[Collected data entries]

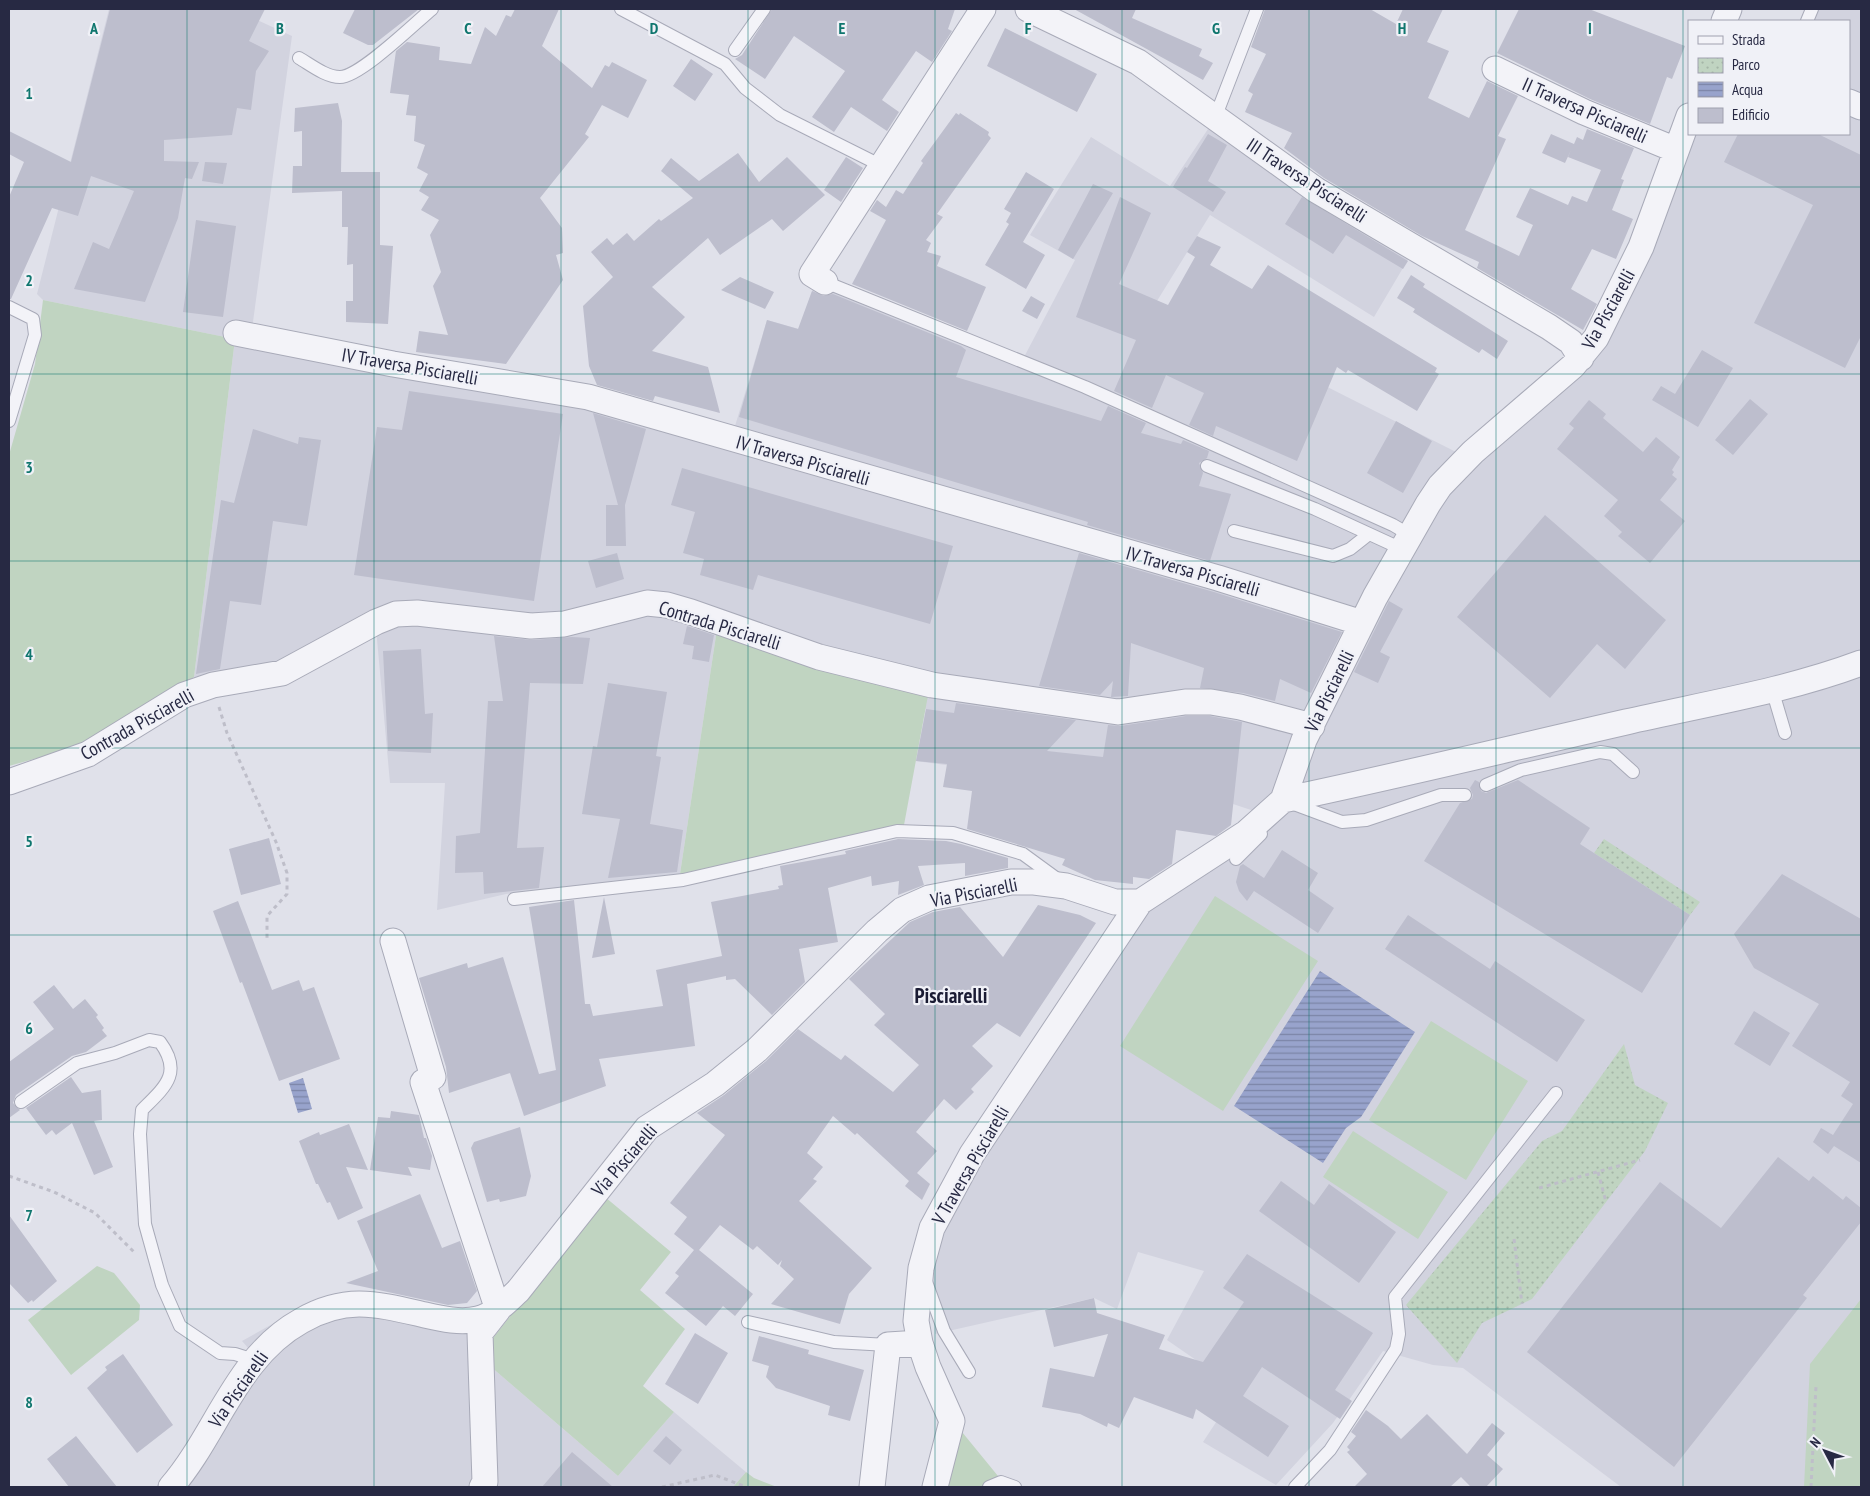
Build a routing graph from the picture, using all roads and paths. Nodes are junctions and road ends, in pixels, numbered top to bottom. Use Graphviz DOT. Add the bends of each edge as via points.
graph roads {
  1 [pos="432,9"];
  2 [pos="621,9"];
  3 [pos="764,9"];
  4 [pos="983,9"];
  5 [pos="1028,9"];
  6 [pos="1257,9"];
  7 [pos="735,50"];
  8 [pos="299,58"];
  9 [pos="1495,69"];
  10 [pos="1215,118"];
  11 [pos="1688,119"];
  12 [pos="1676,150"];
  13 [pos="882,166"];
  14 [pos="825,282"];
  15 [pos="9,307"];
  16 [pos="236,333"];
  17 [pos="1581,358"];
  18 [pos="9,421"];
  19 [pos="1207,466"];
  20 [pos="1234,531"];
  21 [pos="1368,534"];
  22 [pos="1406,542"];
  23 [pos="1362,623"];
  24 [pos="1861,663"];
  25 [pos="212,685"];
  26 [pos="1772,689"];
  27 [pos="1312,726"];
  28 [pos="1786,733"];
  29 [pos="1633,772"];
  30 [pos="9,782"];
  31 [pos="1486,785"];
  32 [pos="1465,795"];
  33 [pos="1283,800"];
  34 [pos="1236,859"];
  35 [pos="1066,886"];
  36 [pos="514,899"];
  37 [pos="1140,902"];
  38 [pos="266,938"];
  39 [pos="393,942"];
  40 [pos="1556,1094"];
  41 [pos="22,1102"];
  42 [pos="1640,1160"];
  43 [pos="1598,1172"];
  44 [pos="9,1176"];
  45 [pos="1539,1188"];
  46 [pos="1606,1202"];
  47 [pos="1514,1239"];
  48 [pos="137,1256"];
  49 [pos="921,1268"];
  50 [pos="1522,1304"];
  51 [pos="498,1310"];
  52 [pos="748,1322"];
  53 [pos="920,1343"];
  54 [pos="888,1345"];
  55 [pos="254,1360"];
  56 [pos="968,1372"];
  57 [pos="1816,1386"];
  58 [pos="171,1487"];
  59 [pos="482,1487"];
  60 [pos="662,1487"];
  61 [pos="746,1487"];
  62 [pos="872,1487"];
  63 [pos="935,1487"];
  64 [pos="989,1487"];
  65 [pos="1015,1487"];
  66 [pos="1295,1487"];
  67 [pos="1811,1487"];
  1 -- 8 [label="lane" via="357,72 340,77 324,73"];
  2 -- 13 [label="lane" via="724,64 745,88 780,115"];
  3 -- 7 [label="lane"];
  4 -- 13 [label="street"];
  5 -- 10 [label="street, III Traversa Pisciarelli" via="1138,62"];
  6 -- 10 [label="lane"];
  9 -- 12 [label="street, II Traversa Pisciarelli" via="1584,112"];
  10 -- 17 [label="street, III Traversa Pisciarelli" via="1316,190 1549,327 1571,342"];
  11 -- 12 [label="street, Via Pisciarelli"];
  12 -- 17 [label="street, Via Pisciarelli" via="1629,272 1596,338"];
  13 -- 14 [label="street" via="812,274"];
  14 -- 22 [label="lane" via="1085,387 1393,525"];
  15 -- 18 [label="lane" via="33,319 35,335"];
  16 -- 23 [label="street, IV Traversa Pisciarelli" via="588,397 1218,578"];
  17 -- 22 [label="street, Via Pisciarelli" via="1467,458 1440,486"];
  19 -- 21 [label="lane"];
  20 -- 21 [label="lane" via="1333,556 1350,549"];
  21 -- 22 [label="lane"];
  22 -- 23 [label="street, Via Pisciarelli"];
  23 -- 27 [label="street, Via Pisciarelli"];
  24 -- 26 [label="street"];
  25 -- 27 [label="street, Contrada Pisciarelli" via="282,673 396,614 417,613 532,626 564,624 647,603 691,612 818,657 932,685 1118,712 1185,702 1211,702 1240,706"];
  25 -- 30 [label="street, Contrada Pisciarelli" via="184,695 88,754"];
  25 -- 38 [label="path" via="227,733 287,873 287,894 267,916"];
  26 -- 28 [label="lane"];
  26 -- 33 [label="street"];
  27 -- 33 [label="street, Via Pisciarelli"];
  29 -- 31 [label="lane" via="1613,754 1600,752 1521,770"];
  32 -- 33 [label="lane" via="1441,795 1366,820 1342,822"];
  33 -- 34 [label="lane" via="1275,821"];
  33 -- 37 [label="street, Via Pisciarelli" via="1246,833"];
  35 -- 36 [label="lane" via="1023,854 953,833 897,831 683,880"];
  35 -- 37 [label="street, Via Pisciarelli" via="1115,902"];
  35 -- 51 [label="street, Via Pisciarelli" via="1011,882 929,898 902,910 756,1050 715,1084 647,1128 518,1291"];
  37 -- 49 [label="street, V Traversa Pisciarelli" via="972,1154 932,1228"];
  39 -- 51 [label="street" via="433,1077 423,1082"];
  40 -- 66 [label="lane" via="1395,1297 1399,1334 1396,1349 1330,1450"];
  41 -- 55 [label="lane" via="77,1063 149,1040 160,1042 172,1065 170,1075 163,1089 142,1110 140,1134 150,1246 180,1326 220,1353"];
  42 -- 43 [label="path"];
  43 -- 45 [label="path"];
  43 -- 46 [label="path"];
  44 -- 48 [label="path" via="54,1192 95,1213"];
  47 -- 50 [label="path"];
  49 -- 53 [label="street, V Traversa Pisciarelli" via="916,1321"];
  49 -- 56 [label="lane" via="944,1331"];
  51 -- 55 [label="street, Via Pisciarelli" via="478,1319 459,1321 384,1305 350,1303 325,1309 300,1321 276,1338"];
  51 -- 59 [label="street" via="480,1333 485,1482"];
  52 -- 54 [label="lane" via="834,1342"];
  53 -- 54 [label="street"];
  53 -- 63 [label="street, V Traversa Pisciarelli" via="952,1422"];
  54 -- 62 [label="street"];
  55 -- 58 [label="street, Via Pisciarelli"];
  57 -- 67 [label="path"];
  60 -- 61 [label="path" via="715,1476"];
  64 -- 65 [label="lane" via="1001,1482"];
}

> **About this exercise**
Using the data above, return every line that contains the string "Contrada".

> **Task output**
  25 -- 27 [label="street, Contrada Pisciarelli" via="282,673 396,614 417,613 532,626 564,624 647,603 691,612 818,657 932,685 1118,712 1185,702 1211,702 1240,706"];
  25 -- 30 [label="street, Contrada Pisciarelli" via="184,695 88,754"];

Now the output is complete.